Data to process:

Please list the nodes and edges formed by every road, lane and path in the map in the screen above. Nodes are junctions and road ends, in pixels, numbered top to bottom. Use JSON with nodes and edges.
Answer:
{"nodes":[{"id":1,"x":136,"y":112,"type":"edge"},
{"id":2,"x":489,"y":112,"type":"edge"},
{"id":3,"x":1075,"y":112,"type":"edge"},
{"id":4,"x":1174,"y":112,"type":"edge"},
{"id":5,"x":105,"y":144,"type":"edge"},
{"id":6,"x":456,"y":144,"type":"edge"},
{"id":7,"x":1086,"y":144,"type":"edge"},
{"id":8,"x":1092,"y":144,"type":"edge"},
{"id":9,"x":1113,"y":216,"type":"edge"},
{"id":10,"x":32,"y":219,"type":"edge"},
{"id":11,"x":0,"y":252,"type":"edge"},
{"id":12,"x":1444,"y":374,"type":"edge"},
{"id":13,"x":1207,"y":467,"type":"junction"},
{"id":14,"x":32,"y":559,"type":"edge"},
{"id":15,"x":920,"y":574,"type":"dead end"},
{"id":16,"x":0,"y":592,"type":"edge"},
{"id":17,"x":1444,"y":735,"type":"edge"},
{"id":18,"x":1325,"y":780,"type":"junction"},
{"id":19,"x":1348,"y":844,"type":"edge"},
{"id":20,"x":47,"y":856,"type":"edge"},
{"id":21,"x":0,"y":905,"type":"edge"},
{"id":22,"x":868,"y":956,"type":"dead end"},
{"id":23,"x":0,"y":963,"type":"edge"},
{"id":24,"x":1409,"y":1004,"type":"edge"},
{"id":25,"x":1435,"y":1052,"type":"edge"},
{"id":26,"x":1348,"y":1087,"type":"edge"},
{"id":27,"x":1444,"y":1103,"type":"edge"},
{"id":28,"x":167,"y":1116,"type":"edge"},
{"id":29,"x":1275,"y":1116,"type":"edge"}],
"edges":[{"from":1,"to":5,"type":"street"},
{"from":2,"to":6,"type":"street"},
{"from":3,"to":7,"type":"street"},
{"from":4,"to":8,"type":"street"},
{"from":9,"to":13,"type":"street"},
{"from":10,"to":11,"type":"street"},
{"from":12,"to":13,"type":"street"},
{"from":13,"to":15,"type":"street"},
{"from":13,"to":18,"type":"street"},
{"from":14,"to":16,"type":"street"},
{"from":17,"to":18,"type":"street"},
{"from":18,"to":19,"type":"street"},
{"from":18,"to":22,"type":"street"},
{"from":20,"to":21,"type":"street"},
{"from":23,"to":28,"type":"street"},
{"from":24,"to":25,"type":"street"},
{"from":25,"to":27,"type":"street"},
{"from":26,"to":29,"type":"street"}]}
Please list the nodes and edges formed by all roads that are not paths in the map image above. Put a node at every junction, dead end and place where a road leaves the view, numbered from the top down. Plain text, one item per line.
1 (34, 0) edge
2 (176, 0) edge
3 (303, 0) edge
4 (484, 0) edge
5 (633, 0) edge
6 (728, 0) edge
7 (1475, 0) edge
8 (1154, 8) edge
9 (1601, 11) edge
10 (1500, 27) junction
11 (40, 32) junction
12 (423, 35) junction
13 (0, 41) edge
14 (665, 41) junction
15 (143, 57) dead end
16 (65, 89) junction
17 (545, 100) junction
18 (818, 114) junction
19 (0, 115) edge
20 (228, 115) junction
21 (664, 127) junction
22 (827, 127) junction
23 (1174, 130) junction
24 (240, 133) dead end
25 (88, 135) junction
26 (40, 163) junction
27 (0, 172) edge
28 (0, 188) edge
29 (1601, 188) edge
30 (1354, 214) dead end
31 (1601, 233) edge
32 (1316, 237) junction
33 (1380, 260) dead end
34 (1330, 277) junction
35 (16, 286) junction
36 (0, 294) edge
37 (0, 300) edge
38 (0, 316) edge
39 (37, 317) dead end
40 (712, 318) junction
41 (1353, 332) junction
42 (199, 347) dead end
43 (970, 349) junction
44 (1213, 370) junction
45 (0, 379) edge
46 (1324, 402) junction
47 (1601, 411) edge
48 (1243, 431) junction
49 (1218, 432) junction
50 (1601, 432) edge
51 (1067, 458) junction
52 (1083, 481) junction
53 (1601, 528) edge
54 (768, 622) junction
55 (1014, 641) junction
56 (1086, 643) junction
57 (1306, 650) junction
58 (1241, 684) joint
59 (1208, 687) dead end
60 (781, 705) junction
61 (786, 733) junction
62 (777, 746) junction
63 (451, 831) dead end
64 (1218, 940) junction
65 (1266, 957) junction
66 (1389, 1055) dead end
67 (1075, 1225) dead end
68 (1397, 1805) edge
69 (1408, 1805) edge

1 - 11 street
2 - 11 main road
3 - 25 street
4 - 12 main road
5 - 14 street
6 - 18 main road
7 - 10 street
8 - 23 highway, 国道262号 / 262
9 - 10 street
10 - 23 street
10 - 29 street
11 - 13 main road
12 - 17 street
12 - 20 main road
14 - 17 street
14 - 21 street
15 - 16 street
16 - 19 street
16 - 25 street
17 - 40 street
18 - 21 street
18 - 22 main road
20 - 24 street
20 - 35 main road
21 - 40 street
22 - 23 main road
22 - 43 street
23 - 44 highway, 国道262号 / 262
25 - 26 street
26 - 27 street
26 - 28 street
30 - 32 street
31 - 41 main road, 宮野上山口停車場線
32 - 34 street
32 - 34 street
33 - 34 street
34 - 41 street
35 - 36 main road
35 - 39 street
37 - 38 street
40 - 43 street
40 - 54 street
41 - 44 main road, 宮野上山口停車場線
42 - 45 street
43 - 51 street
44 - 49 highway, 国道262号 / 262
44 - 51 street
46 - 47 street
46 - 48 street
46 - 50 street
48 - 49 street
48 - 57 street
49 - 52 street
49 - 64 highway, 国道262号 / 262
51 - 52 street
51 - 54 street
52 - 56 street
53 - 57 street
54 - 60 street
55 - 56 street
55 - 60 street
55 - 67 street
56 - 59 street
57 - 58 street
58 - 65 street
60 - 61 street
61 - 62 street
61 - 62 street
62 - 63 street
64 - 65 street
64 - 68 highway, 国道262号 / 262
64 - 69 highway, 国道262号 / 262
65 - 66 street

What the task asks: Considering only the records above, state the number of lines that include the word "main", with nothing added.

Result: 11